All surveys indicate that women are the fastest-growing segment in almost all shooting sports. But you don’t need to study surveys to comprehend this fact. It’s easy to see on shooting ranges, in hunting camps, in gun stores, in hunter safety courses, in shooting schools, and in the rich array of hunting gear designed for the distaff side.
Women are an increasingly important part of our shooting and hunting world…and they play a critical role in our ability to maintain that world.
Recently on HUNTING I wrote about the shameful Internet attacks on Texas teenager Kendall Jones, who posted pictures of (non-endangered and legally taken) animals she killed while on safari with her parents.
Since then Belgian teenager Axelle Despiegelaere lost a major modeling contract when cosmetics company L’Oreal discovered photos of her doing the same. The dazzling beauty went on safari with her parents, posted photos and then a different kind of hunt began. I may be naïve, but I don’t believe there are all that many anti-hunters who are so committed as to issue death threats (and worse) against teenage girls.
I am not a conspiracy theorist, but I do not believe that these attacks are random. Rather, I believe they’re part of a concerted effort targeting visible representatives of that fastest-growing segment of our hunting and shooting societies.

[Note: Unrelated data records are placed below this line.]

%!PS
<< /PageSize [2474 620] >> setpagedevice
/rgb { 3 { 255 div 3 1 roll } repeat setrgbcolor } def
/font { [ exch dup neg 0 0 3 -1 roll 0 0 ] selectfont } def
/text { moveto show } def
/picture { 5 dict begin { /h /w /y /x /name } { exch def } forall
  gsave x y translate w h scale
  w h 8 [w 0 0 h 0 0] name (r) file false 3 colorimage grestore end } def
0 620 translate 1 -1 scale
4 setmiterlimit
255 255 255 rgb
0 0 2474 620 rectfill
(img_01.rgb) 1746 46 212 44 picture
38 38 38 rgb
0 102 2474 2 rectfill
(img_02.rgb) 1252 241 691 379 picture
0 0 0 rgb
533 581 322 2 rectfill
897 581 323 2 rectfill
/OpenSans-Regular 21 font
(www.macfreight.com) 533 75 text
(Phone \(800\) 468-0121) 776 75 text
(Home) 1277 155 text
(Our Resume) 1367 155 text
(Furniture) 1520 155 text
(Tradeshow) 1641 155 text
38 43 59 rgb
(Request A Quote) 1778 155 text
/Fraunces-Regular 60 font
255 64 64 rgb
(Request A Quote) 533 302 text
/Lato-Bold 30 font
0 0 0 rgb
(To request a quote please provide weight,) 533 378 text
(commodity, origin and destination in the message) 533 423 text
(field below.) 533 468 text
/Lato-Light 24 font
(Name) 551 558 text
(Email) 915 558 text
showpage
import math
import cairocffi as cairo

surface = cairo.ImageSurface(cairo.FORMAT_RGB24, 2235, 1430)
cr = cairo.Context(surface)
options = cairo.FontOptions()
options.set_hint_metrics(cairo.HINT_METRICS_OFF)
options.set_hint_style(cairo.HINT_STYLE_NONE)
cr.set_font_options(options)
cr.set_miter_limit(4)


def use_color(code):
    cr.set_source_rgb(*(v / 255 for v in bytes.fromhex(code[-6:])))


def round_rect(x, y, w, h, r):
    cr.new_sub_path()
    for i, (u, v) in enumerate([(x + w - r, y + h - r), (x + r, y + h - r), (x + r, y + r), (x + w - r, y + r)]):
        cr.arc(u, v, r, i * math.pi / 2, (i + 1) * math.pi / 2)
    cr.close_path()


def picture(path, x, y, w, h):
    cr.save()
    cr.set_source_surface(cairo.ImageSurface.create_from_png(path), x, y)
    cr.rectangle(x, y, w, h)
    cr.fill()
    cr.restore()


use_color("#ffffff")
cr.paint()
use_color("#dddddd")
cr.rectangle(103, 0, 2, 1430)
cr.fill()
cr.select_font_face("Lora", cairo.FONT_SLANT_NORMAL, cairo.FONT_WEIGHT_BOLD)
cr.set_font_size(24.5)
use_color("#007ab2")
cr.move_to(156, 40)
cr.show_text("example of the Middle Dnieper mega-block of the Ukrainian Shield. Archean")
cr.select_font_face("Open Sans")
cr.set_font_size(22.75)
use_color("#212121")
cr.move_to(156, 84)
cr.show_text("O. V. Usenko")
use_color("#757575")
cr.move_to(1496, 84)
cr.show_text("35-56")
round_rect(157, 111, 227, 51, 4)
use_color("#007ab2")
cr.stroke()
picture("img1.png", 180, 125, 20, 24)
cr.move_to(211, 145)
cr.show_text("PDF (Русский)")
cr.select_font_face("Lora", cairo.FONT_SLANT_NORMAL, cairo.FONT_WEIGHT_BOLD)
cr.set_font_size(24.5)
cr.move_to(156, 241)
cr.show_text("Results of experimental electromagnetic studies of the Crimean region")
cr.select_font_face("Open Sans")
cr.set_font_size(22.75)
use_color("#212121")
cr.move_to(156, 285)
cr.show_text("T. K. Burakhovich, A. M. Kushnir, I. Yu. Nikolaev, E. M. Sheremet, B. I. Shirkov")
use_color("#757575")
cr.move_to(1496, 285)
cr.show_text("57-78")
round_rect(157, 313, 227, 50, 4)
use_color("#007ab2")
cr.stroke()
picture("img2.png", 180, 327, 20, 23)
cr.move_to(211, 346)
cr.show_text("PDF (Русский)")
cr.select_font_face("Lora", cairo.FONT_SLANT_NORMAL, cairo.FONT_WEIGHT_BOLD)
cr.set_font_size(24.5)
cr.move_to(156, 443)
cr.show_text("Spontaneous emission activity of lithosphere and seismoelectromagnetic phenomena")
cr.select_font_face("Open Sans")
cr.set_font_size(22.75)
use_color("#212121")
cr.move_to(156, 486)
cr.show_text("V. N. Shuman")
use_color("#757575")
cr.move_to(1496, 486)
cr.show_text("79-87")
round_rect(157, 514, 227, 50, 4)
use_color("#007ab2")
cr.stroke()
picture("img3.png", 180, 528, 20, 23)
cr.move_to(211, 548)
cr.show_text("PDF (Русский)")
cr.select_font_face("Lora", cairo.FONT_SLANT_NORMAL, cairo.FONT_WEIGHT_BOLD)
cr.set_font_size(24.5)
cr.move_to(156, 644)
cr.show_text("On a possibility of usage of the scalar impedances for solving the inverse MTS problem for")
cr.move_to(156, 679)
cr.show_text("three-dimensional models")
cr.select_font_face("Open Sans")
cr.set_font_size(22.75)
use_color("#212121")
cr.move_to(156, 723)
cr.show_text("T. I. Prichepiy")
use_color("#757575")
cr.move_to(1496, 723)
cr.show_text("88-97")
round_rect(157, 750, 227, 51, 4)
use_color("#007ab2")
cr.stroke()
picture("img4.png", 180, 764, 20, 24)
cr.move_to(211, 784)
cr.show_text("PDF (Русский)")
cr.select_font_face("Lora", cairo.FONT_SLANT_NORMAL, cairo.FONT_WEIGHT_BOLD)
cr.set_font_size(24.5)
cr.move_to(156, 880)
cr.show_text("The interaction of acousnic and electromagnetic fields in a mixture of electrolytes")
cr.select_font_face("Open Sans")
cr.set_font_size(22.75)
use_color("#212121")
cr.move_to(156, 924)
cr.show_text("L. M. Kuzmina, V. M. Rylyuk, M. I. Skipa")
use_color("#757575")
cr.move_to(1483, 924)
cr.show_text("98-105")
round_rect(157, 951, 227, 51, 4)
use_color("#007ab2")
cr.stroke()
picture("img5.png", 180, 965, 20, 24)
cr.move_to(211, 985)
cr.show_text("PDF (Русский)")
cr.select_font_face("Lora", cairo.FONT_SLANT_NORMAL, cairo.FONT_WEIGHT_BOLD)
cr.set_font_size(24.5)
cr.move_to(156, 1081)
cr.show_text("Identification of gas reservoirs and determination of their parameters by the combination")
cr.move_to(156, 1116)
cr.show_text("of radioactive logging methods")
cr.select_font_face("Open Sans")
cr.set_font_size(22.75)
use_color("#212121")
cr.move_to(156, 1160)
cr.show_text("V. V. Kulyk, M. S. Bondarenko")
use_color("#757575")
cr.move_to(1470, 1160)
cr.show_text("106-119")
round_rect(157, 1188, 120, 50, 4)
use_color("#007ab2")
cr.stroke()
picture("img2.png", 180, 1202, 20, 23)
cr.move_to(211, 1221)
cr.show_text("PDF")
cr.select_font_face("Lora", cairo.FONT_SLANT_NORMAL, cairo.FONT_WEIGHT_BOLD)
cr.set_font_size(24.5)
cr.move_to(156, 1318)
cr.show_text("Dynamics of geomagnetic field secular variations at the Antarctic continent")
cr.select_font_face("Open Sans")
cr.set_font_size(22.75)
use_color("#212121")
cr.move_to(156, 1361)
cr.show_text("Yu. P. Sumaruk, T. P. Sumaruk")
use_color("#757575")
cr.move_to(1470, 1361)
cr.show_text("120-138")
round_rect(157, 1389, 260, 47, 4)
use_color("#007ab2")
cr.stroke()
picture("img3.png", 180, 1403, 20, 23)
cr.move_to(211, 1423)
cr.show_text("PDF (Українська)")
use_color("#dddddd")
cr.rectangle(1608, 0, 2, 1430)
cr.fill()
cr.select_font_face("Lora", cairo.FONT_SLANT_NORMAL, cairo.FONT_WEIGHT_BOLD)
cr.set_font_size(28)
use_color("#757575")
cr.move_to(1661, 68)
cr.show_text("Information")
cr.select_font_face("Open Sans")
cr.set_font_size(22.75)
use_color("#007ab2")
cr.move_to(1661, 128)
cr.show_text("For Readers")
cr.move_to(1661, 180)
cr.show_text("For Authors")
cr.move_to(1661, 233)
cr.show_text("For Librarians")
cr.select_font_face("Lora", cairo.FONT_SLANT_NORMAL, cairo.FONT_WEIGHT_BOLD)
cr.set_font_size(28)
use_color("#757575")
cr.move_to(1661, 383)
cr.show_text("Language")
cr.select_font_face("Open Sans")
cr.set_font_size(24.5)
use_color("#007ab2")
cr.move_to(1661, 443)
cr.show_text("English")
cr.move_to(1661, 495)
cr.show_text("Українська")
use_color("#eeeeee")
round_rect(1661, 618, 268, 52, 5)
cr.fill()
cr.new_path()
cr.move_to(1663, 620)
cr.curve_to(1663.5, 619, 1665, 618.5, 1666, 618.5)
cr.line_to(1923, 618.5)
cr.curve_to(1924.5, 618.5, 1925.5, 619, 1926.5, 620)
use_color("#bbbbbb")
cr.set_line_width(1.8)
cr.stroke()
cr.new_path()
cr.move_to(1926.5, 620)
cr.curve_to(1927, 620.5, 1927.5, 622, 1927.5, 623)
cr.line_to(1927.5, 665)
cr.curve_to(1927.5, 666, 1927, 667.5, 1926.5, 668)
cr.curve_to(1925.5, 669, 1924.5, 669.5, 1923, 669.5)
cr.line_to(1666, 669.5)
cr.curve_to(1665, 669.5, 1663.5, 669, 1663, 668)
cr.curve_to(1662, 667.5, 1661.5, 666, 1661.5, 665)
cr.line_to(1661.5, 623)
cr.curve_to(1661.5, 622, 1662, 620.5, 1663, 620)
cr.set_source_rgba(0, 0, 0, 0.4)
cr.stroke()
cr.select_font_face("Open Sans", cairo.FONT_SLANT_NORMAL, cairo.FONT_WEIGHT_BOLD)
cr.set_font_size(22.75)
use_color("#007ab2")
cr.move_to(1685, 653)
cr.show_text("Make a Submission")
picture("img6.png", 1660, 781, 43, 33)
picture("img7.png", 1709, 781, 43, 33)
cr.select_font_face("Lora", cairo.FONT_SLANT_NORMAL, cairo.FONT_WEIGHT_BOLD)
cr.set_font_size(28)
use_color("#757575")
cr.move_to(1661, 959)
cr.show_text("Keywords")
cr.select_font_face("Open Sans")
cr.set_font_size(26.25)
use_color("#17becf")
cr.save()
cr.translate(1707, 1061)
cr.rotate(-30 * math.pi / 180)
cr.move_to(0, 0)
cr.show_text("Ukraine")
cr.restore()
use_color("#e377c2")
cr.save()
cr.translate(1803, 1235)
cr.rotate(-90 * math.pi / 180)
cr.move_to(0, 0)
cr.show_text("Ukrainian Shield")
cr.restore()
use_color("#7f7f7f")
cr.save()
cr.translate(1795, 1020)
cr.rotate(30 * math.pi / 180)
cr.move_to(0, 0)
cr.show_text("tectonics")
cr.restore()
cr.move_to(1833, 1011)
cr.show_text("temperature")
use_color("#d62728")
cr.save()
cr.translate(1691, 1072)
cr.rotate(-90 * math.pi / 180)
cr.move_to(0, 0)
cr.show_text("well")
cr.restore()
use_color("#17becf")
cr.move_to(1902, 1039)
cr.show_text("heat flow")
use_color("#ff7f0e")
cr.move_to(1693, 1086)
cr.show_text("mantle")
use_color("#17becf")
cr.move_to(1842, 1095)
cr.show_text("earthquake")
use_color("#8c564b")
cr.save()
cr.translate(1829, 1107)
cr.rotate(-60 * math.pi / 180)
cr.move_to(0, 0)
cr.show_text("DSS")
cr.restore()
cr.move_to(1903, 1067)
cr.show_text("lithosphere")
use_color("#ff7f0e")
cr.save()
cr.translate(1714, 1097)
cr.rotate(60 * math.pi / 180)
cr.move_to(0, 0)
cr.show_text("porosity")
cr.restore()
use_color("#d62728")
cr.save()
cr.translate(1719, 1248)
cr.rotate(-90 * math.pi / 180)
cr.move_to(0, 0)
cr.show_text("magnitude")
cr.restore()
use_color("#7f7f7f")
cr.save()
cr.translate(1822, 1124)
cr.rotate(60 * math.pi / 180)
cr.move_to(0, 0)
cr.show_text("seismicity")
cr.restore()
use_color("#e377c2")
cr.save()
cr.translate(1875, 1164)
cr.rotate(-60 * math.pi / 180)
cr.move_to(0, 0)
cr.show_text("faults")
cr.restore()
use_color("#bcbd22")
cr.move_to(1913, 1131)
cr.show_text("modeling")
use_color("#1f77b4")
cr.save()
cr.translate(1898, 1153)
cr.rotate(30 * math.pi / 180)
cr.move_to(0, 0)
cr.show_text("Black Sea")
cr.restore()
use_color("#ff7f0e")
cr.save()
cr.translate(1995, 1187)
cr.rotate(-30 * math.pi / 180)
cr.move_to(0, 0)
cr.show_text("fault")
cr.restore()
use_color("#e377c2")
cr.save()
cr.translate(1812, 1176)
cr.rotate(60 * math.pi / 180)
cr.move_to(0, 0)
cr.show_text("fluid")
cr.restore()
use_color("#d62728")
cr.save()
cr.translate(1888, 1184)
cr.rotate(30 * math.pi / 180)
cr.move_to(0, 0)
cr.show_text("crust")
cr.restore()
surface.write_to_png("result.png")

Unfortunately, female hunters often have to contend with, er, stuff from other sources besides anti-hunters.
Jealousy is a normal human emotion, though not one of our better outlets. Hey, I’m a guy, and I take my share of crap…some from anti-hunters, some from fellow hunters. I understand this. I’m visible not because I like the spotlight, but because it’s part of my job. Said job includes doing a lot of what we all like to do. I work hard at my job, but I can’t please everybody and there are bound to be some sour grapes. Women, however, have it much worse.
Nobody ever said this world was altogether fair. It is a simple fact that some people have more means than others, some through luck, others through hard work, and still others by marriage or birth. When a young person goes on safari with parents it isn’t unnatural for some folks to turn a bit green with envy…and perhaps actually believe that he or she is unworthy and undeserving and thus open to criticism.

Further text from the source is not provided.